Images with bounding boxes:
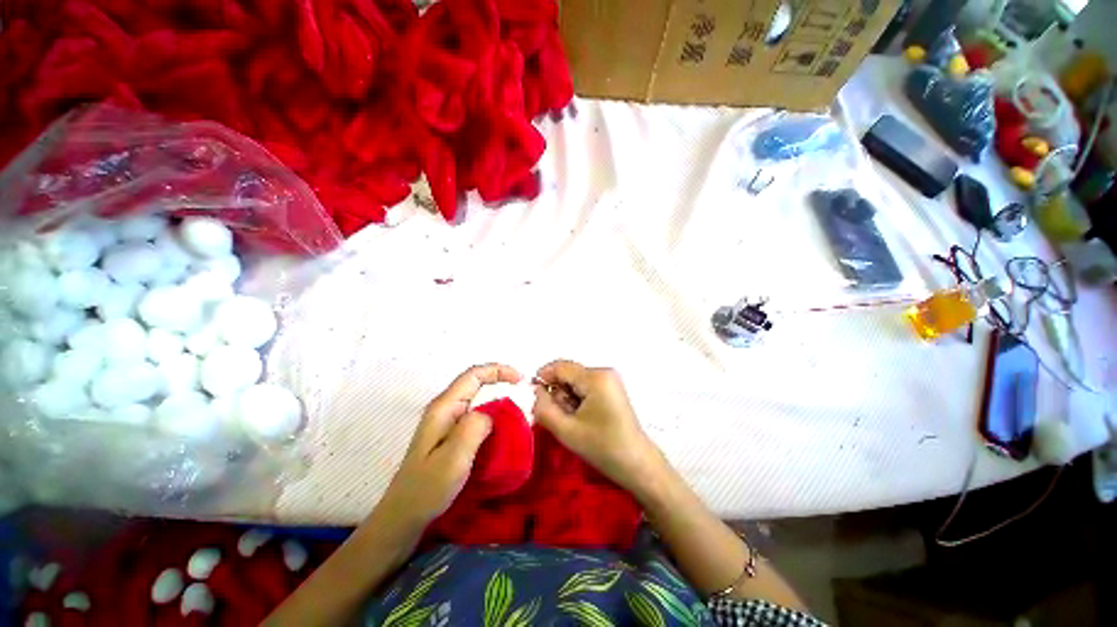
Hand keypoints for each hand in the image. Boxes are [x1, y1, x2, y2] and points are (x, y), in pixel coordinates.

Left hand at [379, 363, 521, 529]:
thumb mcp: (452, 459)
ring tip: (519, 411)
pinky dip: (494, 415)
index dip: (498, 371)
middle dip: (501, 382)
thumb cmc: (427, 489)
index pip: (473, 375)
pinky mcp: (450, 435)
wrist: (403, 517)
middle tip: (524, 394)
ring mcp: (446, 422)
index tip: (521, 380)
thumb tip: (492, 412)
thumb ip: (473, 428)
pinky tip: (503, 428)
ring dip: (499, 399)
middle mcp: (445, 409)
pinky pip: (476, 415)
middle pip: (476, 383)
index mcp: (444, 408)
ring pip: (477, 399)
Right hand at [532, 360, 666, 499]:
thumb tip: (535, 390)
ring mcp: (610, 380)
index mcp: (595, 378)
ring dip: (567, 398)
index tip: (533, 397)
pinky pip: (585, 387)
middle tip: (560, 417)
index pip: (561, 367)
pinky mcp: (612, 389)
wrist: (637, 464)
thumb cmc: (603, 448)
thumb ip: (544, 408)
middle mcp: (604, 372)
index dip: (543, 377)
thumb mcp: (566, 430)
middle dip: (558, 393)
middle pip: (568, 374)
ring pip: (575, 381)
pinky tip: (582, 419)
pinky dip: (577, 400)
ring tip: (573, 421)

What the exercise asks: Look through the entries for the string "index". Every line that has it belongs in the answer.

Completed exercise:
index dip: (498, 371)
index pip: (473, 375)
index tip: (521, 380)
index mcp: (444, 408)
index mcp: (595, 378)
index tip: (533, 397)
index pip: (561, 367)
index dip: (543, 377)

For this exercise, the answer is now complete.